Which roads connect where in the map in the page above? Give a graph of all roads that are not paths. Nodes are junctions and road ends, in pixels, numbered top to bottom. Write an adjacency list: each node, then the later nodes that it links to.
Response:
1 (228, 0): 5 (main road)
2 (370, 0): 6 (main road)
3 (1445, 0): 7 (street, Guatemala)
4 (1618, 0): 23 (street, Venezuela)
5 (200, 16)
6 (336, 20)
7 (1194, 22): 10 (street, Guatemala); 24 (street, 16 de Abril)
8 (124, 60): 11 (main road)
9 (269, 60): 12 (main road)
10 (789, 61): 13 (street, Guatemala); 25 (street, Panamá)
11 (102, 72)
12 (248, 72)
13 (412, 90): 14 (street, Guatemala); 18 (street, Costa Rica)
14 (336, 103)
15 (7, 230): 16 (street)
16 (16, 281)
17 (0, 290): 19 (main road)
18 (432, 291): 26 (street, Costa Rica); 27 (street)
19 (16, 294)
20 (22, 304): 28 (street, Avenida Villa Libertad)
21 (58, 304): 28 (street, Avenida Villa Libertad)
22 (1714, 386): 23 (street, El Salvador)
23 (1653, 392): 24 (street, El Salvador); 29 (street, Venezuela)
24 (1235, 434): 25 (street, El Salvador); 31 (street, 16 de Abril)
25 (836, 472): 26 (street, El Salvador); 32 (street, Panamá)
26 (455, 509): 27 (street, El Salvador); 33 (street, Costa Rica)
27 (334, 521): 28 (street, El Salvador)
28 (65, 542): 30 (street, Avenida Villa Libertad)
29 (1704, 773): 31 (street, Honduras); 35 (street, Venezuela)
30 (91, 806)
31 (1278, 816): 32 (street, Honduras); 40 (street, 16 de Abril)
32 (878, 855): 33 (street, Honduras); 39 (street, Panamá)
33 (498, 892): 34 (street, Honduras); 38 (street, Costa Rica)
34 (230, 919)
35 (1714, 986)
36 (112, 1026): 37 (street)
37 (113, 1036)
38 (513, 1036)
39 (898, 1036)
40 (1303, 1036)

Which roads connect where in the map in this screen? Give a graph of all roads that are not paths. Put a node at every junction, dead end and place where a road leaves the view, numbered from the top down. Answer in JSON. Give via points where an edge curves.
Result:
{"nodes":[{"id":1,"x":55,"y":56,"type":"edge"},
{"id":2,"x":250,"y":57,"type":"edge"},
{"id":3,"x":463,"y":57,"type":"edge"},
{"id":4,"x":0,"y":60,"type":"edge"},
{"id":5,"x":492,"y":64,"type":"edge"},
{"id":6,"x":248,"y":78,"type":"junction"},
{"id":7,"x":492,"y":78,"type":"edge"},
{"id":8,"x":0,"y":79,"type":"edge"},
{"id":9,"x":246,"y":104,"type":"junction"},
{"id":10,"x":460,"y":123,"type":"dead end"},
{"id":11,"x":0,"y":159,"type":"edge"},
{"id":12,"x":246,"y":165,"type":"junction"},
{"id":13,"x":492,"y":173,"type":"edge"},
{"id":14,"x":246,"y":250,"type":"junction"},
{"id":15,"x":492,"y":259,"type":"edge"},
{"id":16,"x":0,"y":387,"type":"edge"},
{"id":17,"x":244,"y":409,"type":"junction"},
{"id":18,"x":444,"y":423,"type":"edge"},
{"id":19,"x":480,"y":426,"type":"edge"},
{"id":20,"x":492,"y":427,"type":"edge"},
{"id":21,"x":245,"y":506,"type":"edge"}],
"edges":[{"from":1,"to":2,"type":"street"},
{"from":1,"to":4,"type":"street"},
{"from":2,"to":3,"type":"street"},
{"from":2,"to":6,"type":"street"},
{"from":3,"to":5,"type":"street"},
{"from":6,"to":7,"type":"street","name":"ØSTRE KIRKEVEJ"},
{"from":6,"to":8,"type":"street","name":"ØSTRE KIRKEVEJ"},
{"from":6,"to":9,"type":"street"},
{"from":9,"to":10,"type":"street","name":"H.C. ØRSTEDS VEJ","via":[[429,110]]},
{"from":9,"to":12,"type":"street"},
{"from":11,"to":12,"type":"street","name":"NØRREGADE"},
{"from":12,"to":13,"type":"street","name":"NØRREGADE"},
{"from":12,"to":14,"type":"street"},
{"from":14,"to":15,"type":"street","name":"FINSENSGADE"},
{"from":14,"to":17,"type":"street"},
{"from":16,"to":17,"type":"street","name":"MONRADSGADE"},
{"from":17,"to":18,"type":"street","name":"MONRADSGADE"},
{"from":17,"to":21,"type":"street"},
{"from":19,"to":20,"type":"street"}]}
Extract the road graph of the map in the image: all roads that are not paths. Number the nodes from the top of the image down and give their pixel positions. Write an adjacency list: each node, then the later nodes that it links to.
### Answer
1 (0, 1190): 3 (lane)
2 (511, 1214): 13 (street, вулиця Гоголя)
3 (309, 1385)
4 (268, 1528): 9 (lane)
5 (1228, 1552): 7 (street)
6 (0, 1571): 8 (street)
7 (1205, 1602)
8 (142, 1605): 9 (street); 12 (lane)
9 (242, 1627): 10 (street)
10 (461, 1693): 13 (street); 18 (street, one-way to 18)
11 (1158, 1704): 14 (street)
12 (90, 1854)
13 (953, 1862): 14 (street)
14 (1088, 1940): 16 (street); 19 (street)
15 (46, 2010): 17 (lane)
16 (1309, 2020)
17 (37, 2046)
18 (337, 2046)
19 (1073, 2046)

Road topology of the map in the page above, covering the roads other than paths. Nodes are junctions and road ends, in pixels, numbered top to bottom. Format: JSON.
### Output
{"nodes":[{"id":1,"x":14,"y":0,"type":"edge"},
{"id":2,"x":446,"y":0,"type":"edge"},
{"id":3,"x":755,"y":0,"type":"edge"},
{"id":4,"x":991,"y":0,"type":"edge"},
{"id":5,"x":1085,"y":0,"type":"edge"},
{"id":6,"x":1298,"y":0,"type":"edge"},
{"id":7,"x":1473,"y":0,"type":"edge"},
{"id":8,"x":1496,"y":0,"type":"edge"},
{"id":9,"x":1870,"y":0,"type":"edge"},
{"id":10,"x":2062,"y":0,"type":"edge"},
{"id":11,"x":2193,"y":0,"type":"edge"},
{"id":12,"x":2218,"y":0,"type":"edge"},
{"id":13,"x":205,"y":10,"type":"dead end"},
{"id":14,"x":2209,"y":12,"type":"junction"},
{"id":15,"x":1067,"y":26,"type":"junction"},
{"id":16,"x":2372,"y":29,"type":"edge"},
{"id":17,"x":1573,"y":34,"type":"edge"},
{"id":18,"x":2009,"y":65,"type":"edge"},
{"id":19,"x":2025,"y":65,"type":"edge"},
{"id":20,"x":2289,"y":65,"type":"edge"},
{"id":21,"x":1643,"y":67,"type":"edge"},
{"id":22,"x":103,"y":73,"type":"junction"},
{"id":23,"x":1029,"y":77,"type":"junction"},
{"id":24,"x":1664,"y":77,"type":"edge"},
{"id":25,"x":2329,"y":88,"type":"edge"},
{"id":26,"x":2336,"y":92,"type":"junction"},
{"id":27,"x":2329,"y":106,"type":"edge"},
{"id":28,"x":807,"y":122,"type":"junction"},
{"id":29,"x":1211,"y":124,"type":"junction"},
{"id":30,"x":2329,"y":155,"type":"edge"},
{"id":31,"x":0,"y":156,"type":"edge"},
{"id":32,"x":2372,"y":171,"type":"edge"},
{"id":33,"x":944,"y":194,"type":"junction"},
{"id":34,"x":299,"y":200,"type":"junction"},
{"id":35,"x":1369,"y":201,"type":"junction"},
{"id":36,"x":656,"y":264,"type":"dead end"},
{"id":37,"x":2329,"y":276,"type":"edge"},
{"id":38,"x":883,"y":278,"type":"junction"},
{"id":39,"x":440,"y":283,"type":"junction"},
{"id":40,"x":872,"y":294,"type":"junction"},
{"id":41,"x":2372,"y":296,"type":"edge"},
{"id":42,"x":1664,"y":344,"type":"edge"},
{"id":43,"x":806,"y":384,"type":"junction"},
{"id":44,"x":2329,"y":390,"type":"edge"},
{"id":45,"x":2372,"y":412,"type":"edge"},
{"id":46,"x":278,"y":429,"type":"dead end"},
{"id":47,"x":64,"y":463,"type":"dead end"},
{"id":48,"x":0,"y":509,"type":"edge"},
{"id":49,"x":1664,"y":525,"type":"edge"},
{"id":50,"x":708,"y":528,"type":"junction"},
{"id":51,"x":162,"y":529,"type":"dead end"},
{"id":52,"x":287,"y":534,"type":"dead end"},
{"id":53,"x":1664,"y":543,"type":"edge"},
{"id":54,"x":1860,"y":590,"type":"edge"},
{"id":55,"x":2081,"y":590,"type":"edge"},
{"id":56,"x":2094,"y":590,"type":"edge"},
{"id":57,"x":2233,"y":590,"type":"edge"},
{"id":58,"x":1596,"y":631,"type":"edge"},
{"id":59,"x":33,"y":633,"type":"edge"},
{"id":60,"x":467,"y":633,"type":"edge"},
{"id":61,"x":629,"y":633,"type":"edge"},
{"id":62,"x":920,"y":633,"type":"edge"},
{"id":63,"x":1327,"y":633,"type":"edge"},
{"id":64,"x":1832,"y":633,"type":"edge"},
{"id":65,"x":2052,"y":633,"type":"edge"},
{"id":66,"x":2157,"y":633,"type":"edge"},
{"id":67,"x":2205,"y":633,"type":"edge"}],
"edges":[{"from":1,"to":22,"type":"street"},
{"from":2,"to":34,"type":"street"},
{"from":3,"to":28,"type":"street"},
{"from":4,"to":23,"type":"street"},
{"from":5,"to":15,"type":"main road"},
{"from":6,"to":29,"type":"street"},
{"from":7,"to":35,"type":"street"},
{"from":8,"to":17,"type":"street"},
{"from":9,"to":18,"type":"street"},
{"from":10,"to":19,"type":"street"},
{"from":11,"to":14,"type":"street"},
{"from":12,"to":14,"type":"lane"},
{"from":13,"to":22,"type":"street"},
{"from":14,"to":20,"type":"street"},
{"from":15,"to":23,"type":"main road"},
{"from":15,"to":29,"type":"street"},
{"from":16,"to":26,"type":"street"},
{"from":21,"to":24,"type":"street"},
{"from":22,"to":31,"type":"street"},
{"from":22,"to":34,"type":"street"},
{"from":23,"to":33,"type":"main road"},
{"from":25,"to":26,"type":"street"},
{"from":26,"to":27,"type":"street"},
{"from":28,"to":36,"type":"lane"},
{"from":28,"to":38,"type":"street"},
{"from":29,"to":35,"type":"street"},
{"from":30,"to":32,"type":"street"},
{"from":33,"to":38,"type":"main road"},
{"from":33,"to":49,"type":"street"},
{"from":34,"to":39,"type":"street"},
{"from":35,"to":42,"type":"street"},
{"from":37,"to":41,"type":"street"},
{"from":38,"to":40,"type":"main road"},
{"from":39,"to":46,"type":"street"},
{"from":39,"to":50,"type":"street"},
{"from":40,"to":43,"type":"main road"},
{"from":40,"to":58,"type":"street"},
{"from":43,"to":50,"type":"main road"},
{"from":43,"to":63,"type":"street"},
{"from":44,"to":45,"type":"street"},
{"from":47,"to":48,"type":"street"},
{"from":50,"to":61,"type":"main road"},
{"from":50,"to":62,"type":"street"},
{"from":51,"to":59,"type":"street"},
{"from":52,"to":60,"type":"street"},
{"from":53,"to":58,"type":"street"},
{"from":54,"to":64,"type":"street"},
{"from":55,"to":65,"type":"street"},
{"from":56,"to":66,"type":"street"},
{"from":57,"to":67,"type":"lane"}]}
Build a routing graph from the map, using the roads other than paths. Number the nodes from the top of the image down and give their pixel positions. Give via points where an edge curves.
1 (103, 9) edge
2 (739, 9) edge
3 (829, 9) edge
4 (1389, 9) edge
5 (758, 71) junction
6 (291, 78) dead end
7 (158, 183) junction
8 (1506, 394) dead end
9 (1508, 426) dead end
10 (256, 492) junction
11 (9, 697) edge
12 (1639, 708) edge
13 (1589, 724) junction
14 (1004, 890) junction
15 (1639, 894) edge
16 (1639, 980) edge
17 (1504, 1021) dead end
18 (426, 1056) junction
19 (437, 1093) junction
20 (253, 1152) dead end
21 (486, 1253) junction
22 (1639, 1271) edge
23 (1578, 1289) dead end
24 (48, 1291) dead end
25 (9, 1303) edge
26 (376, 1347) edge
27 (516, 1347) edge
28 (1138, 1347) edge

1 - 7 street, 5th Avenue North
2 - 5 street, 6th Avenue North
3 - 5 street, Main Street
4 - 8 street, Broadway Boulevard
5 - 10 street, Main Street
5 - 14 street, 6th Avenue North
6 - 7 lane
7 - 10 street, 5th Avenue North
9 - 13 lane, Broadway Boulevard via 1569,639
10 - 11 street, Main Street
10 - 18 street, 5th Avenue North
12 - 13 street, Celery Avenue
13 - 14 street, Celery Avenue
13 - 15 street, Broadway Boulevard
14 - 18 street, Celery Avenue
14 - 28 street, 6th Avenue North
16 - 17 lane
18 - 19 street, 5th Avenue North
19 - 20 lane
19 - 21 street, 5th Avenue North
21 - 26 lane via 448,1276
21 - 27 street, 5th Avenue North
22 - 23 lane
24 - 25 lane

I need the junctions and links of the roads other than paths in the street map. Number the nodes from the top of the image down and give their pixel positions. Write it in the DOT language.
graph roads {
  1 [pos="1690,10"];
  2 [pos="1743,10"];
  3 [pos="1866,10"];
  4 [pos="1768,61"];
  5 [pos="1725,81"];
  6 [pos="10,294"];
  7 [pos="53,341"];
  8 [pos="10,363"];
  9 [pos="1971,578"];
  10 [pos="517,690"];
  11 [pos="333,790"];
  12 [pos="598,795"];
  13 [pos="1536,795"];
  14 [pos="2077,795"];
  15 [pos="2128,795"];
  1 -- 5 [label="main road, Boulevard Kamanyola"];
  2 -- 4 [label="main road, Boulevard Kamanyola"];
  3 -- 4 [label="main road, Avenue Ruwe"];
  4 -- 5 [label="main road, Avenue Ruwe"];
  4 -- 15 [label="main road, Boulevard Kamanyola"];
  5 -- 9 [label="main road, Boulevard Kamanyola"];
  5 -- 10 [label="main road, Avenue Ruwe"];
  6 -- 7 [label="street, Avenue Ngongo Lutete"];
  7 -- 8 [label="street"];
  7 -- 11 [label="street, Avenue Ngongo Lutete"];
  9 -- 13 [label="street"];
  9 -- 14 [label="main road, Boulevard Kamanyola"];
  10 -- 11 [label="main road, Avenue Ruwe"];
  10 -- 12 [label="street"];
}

^^^^

■ Task item ■
Every line of the listing that includes the word "their" must be copied.

■ Finished exercise ■
Extract the road graph of the map in the image: all roads that are not paths. Number the nodes from the top of the image down and give their pixel positions. Write an adjacency list: each node, then the later nodes that it links to.
Build a routing graph from the map, using the roads other than paths. Number the nodes from the top of the image down and give their pixel positions. Give via points where an edge curves.
I need the junctions and links of the roads other than paths in the street map. Number the nodes from the top of the image down and give their pixel positions. Write it in the DOT language.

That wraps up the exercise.